BEGIN Input records

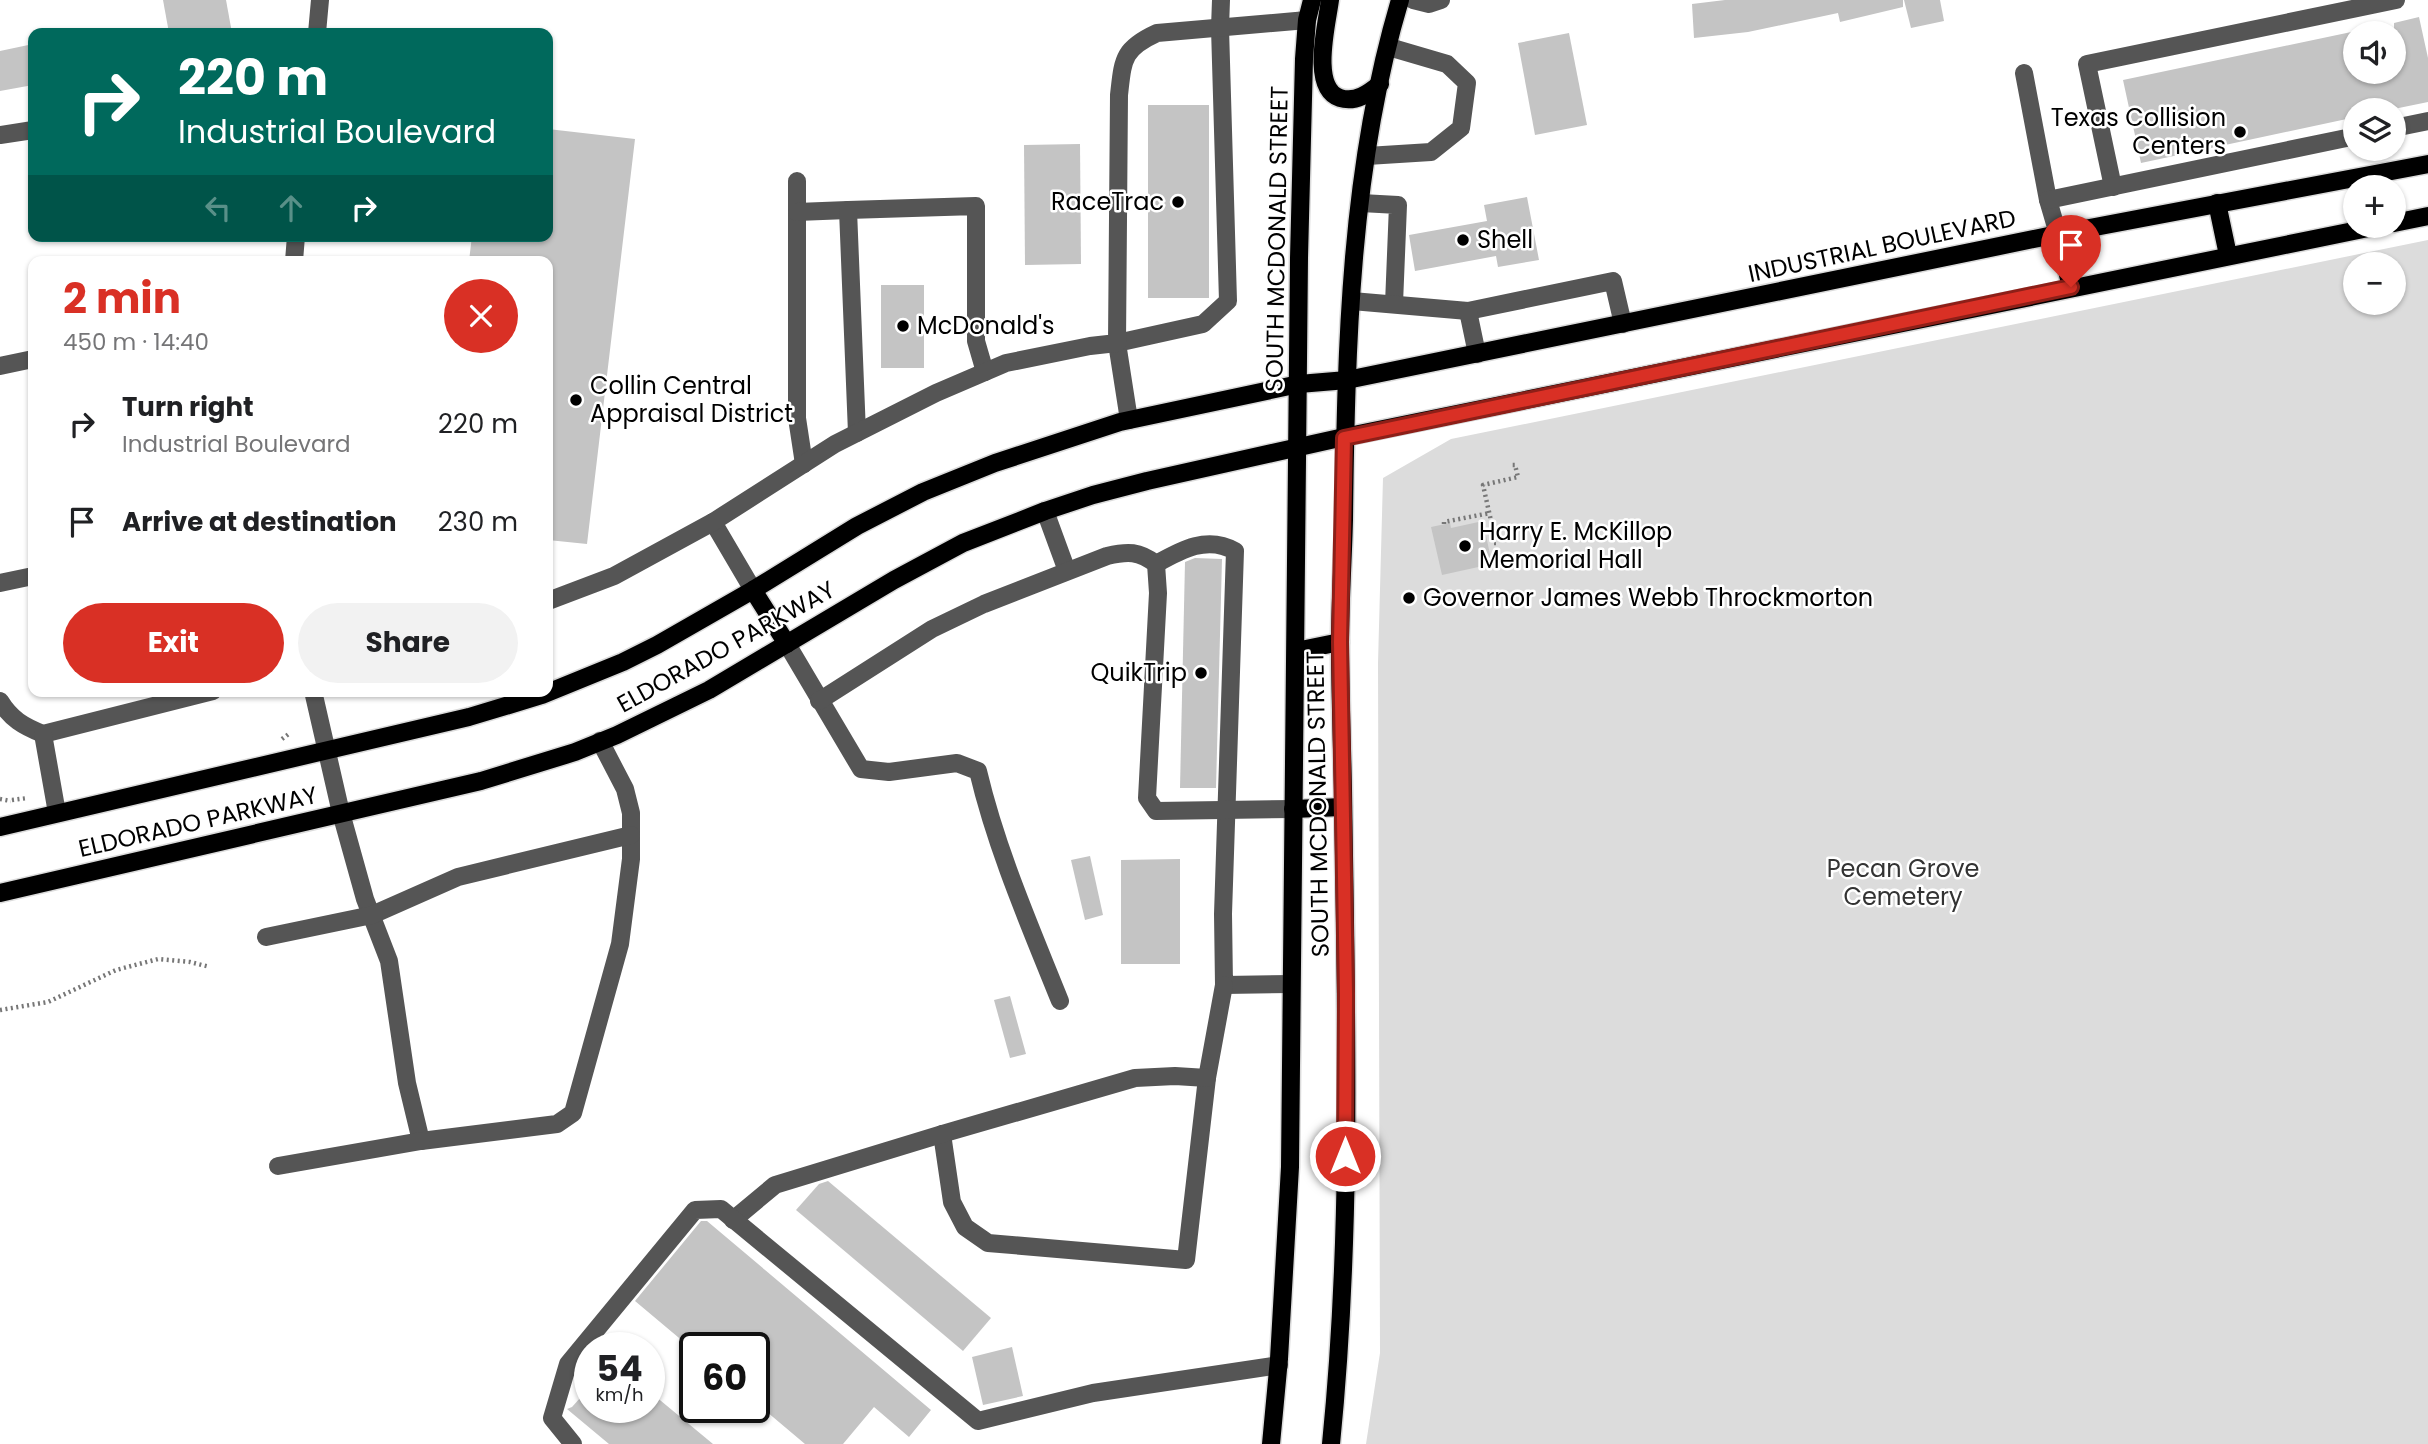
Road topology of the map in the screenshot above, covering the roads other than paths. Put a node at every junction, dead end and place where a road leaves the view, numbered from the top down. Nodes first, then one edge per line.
1 (320, 0) edge
2 (1221, 0) edge
3 (1312, 0) edge
4 (1330, 0) edge
5 (1389, 0) edge
6 (1400, 0) edge
7 (1413, 0) edge
8 (1441, 0) edge
9 (2396, 0) edge
10 (1307, 20) junction
11 (317, 28) edge
12 (1220, 28) junction
13 (1389, 44) junction
14 (2024, 73) dead end
15 (1380, 84) junction
16 (2428, 121) edge
17 (2406, 126) edge
18 (28, 131) edge
19 (0, 135) edge
20 (2343, 139) edge
21 (1367, 156) junction
22 (2428, 164) edge
23 (797, 181) dead end
24 (2113, 187) junction
25 (2048, 200) junction
26 (1361, 203) junction
27 (2217, 203) junction
28 (848, 210) junction
29 (797, 212) junction
30 (2428, 216) edge
31 (2406, 221) edge
32 (2343, 233) edge
33 (2058, 234) junction
34 (2228, 255) junction
35 (2071, 287) junction
36 (1352, 301) junction
37 (1394, 304) junction
38 (1468, 311) junction
39 (1623, 324) junction
40 (1117, 343) junction
41 (1477, 354) junction
42 (28, 360) edge
43 (0, 366) edge
44 (985, 372) junction
45 (1347, 380) junction
46 (1299, 384) junction
47 (1129, 421) junction
48 (858, 432) junction
49 (1344, 438) junction
50 (1299, 448) junction
51 (804, 464) junction
52 (1045, 511) junction
53 (713, 522) junction
54 (1156, 564) junction
55 (1067, 571) junction
56 (28, 577) edge
57 (0, 583) edge
58 (753, 590) junction
59 (553, 599) edge
60 (1340, 642) junction
61 (787, 644) junction
62 (1296, 651) junction
63 (553, 691) edge
64 (189, 697) edge
65 (314, 697) edge
66 (535, 697) edge
67 (0, 701) edge
68 (819, 701) junction
69 (43, 734) junction
70 (600, 741) junction
71 (326, 750) junction
72 (1343, 807) junction
73 (1226, 808) junction
74 (1293, 808) junction
75 (57, 813) junction
76 (341, 813) junction
77 (0, 827) edge
78 (631, 835) junction
79 (0, 893) edge
80 (372, 915) junction
81 (266, 937) dead end
82 (1291, 984) junction
83 (1224, 985) junction
84 (1060, 1001) dead end
85 (1207, 1078) junction
86 (942, 1134) junction
87 (421, 1141) junction
88 (278, 1166) dead end
89 (733, 1220) junction
90 (1279, 1365) junction
91 (573, 1444) edge
92 (1271, 1444) edge
93 (1331, 1444) edge

1 - 11 street
2 - 12 street
3 - 10 main road, SOUTH MCDONALD STREET
4 - 15 main road
5 - 13 main road
6 - 13 main road, SOUTH MCDONALD STREET
7 - 8 street
9 - 24 street
10 - 12 street
10 - 46 main road, SOUTH MCDONALD STREET
12 - 40 street
12 - 40 street
13 - 15 main road, SOUTH MCDONALD STREET
13 - 21 street
14 - 25 street
15 - 21 main road, SOUTH MCDONALD STREET
16 - 17 street
18 - 19 street
20 - 24 street
21 - 26 main road, SOUTH MCDONALD STREET
22 - 27 main road, INDUSTRIAL BOULEVARD
23 - 29 street
24 - 25 street
25 - 33 street
26 - 36 main road, SOUTH MCDONALD STREET
26 - 37 street
27 - 33 main road, INDUSTRIAL BOULEVARD
27 - 34 main road
28 - 29 street
28 - 44 street
28 - 48 street
29 - 51 street
30 - 31 main road
32 - 34 main road
33 - 35 main road
33 - 39 main road, INDUSTRIAL BOULEVARD
34 - 35 main road
35 - 49 main road
36 - 37 street
36 - 45 main road, SOUTH MCDONALD STREET
37 - 38 street
38 - 39 street
38 - 41 street
39 - 41 main road, INDUSTRIAL BOULEVARD
40 - 44 street
40 - 47 street
41 - 45 main road, INDUSTRIAL BOULEVARD
42 - 43 street
44 - 48 street
45 - 46 main road, INDUSTRIAL BOULEVARD
45 - 49 main road, SOUTH MCDONALD STREET
46 - 47 main road, ELDORADO PARKWAY
46 - 50 main road, SOUTH MCDONALD STREET
47 - 58 main road, ELDORADO PARKWAY
48 - 51 street
49 - 50 main road, ELDORADO PARKWAY
49 - 60 main road, SOUTH MCDONALD STREET
50 - 52 main road, ELDORADO PARKWAY
50 - 62 main road, SOUTH MCDONALD STREET
51 - 53 street
52 - 55 street
52 - 61 main road, ELDORADO PARKWAY
53 - 58 street
53 - 59 street
54 - 55 street
54 - 73 street
54 - 73 street
55 - 68 street
56 - 57 street
58 - 61 main road
58 - 63 main road, ELDORADO PARKWAY
60 - 62 main road
60 - 72 main road, SOUTH MCDONALD STREET
61 - 68 street
61 - 70 main road, ELDORADO PARKWAY
62 - 74 main road, SOUTH MCDONALD STREET
64 - 69 street
65 - 71 street
66 - 71 main road, ELDORADO PARKWAY
67 - 69 street
68 - 84 street
69 - 75 street
70 - 76 main road, ELDORADO PARKWAY
70 - 78 street
71 - 75 main road, ELDORADO PARKWAY
71 - 76 street
72 - 74 main road
72 - 93 main road, SOUTH MCDONALD STREET
73 - 74 street
73 - 83 street
74 - 82 main road, SOUTH MCDONALD STREET
75 - 77 main road, ELDORADO PARKWAY
76 - 79 main road, ELDORADO PARKWAY
76 - 80 street
78 - 80 street
78 - 87 street
80 - 81 street
80 - 87 street
82 - 83 street
82 - 90 main road, SOUTH MCDONALD STREET
83 - 85 street
85 - 86 street
85 - 86 street
86 - 89 street
87 - 88 street
89 - 90 street
89 - 91 street
90 - 92 main road, SOUTH MCDONALD STREET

END Input records

**Task objective**
Transcribe all lines above exactly, skipping pictures.

**Result for this task**
Road topology of the map in the screenshot above, covering the roads other than paths. Put a node at every junction, dead end and place where a road leaves the view, numbered from the top down. Nodes first, then one edge per line.
1 (320, 0) edge
2 (1221, 0) edge
3 (1312, 0) edge
4 (1330, 0) edge
5 (1389, 0) edge
6 (1400, 0) edge
7 (1413, 0) edge
8 (1441, 0) edge
9 (2396, 0) edge
10 (1307, 20) junction
11 (317, 28) edge
12 (1220, 28) junction
13 (1389, 44) junction
14 (2024, 73) dead end
15 (1380, 84) junction
16 (2428, 121) edge
17 (2406, 126) edge
18 (28, 131) edge
19 (0, 135) edge
20 (2343, 139) edge
21 (1367, 156) junction
22 (2428, 164) edge
23 (797, 181) dead end
24 (2113, 187) junction
25 (2048, 200) junction
26 (1361, 203) junction
27 (2217, 203) junction
28 (848, 210) junction
29 (797, 212) junction
30 (2428, 216) edge
31 (2406, 221) edge
32 (2343, 233) edge
33 (2058, 234) junction
34 (2228, 255) junction
35 (2071, 287) junction
36 (1352, 301) junction
37 (1394, 304) junction
38 (1468, 311) junction
39 (1623, 324) junction
40 (1117, 343) junction
41 (1477, 354) junction
42 (28, 360) edge
43 (0, 366) edge
44 (985, 372) junction
45 (1347, 380) junction
46 (1299, 384) junction
47 (1129, 421) junction
48 (858, 432) junction
49 (1344, 438) junction
50 (1299, 448) junction
51 (804, 464) junction
52 (1045, 511) junction
53 (713, 522) junction
54 (1156, 564) junction
55 (1067, 571) junction
56 (28, 577) edge
57 (0, 583) edge
58 (753, 590) junction
59 (553, 599) edge
60 (1340, 642) junction
61 (787, 644) junction
62 (1296, 651) junction
63 (553, 691) edge
64 (189, 697) edge
65 (314, 697) edge
66 (535, 697) edge
67 (0, 701) edge
68 (819, 701) junction
69 (43, 734) junction
70 (600, 741) junction
71 (326, 750) junction
72 (1343, 807) junction
73 (1226, 808) junction
74 (1293, 808) junction
75 (57, 813) junction
76 (341, 813) junction
77 (0, 827) edge
78 (631, 835) junction
79 (0, 893) edge
80 (372, 915) junction
81 (266, 937) dead end
82 (1291, 984) junction
83 (1224, 985) junction
84 (1060, 1001) dead end
85 (1207, 1078) junction
86 (942, 1134) junction
87 (421, 1141) junction
88 (278, 1166) dead end
89 (733, 1220) junction
90 (1279, 1365) junction
91 (573, 1444) edge
92 (1271, 1444) edge
93 (1331, 1444) edge

1 - 11 street
2 - 12 street
3 - 10 main road, SOUTH MCDONALD STREET
4 - 15 main road
5 - 13 main road
6 - 13 main road, SOUTH MCDONALD STREET
7 - 8 street
9 - 24 street
10 - 12 street
10 - 46 main road, SOUTH MCDONALD STREET
12 - 40 street
12 - 40 street
13 - 15 main road, SOUTH MCDONALD STREET
13 - 21 street
14 - 25 street
15 - 21 main road, SOUTH MCDONALD STREET
16 - 17 street
18 - 19 street
20 - 24 street
21 - 26 main road, SOUTH MCDONALD STREET
22 - 27 main road, INDUSTRIAL BOULEVARD
23 - 29 street
24 - 25 street
25 - 33 street
26 - 36 main road, SOUTH MCDONALD STREET
26 - 37 street
27 - 33 main road, INDUSTRIAL BOULEVARD
27 - 34 main road
28 - 29 street
28 - 44 street
28 - 48 street
29 - 51 street
30 - 31 main road
32 - 34 main road
33 - 35 main road
33 - 39 main road, INDUSTRIAL BOULEVARD
34 - 35 main road
35 - 49 main road
36 - 37 street
36 - 45 main road, SOUTH MCDONALD STREET
37 - 38 street
38 - 39 street
38 - 41 street
39 - 41 main road, INDUSTRIAL BOULEVARD
40 - 44 street
40 - 47 street
41 - 45 main road, INDUSTRIAL BOULEVARD
42 - 43 street
44 - 48 street
45 - 46 main road, INDUSTRIAL BOULEVARD
45 - 49 main road, SOUTH MCDONALD STREET
46 - 47 main road, ELDORADO PARKWAY
46 - 50 main road, SOUTH MCDONALD STREET
47 - 58 main road, ELDORADO PARKWAY
48 - 51 street
49 - 50 main road, ELDORADO PARKWAY
49 - 60 main road, SOUTH MCDONALD STREET
50 - 52 main road, ELDORADO PARKWAY
50 - 62 main road, SOUTH MCDONALD STREET
51 - 53 street
52 - 55 street
52 - 61 main road, ELDORADO PARKWAY
53 - 58 street
53 - 59 street
54 - 55 street
54 - 73 street
54 - 73 street
55 - 68 street
56 - 57 street
58 - 61 main road
58 - 63 main road, ELDORADO PARKWAY
60 - 62 main road
60 - 72 main road, SOUTH MCDONALD STREET
61 - 68 street
61 - 70 main road, ELDORADO PARKWAY
62 - 74 main road, SOUTH MCDONALD STREET
64 - 69 street
65 - 71 street
66 - 71 main road, ELDORADO PARKWAY
67 - 69 street
68 - 84 street
69 - 75 street
70 - 76 main road, ELDORADO PARKWAY
70 - 78 street
71 - 75 main road, ELDORADO PARKWAY
71 - 76 street
72 - 74 main road
72 - 93 main road, SOUTH MCDONALD STREET
73 - 74 street
73 - 83 street
74 - 82 main road, SOUTH MCDONALD STREET
75 - 77 main road, ELDORADO PARKWAY
76 - 79 main road, ELDORADO PARKWAY
76 - 80 street
78 - 80 street
78 - 87 street
80 - 81 street
80 - 87 street
82 - 83 street
82 - 90 main road, SOUTH MCDONALD STREET
83 - 85 street
85 - 86 street
85 - 86 street
86 - 89 street
87 - 88 street
89 - 90 street
89 - 91 street
90 - 92 main road, SOUTH MCDONALD STREET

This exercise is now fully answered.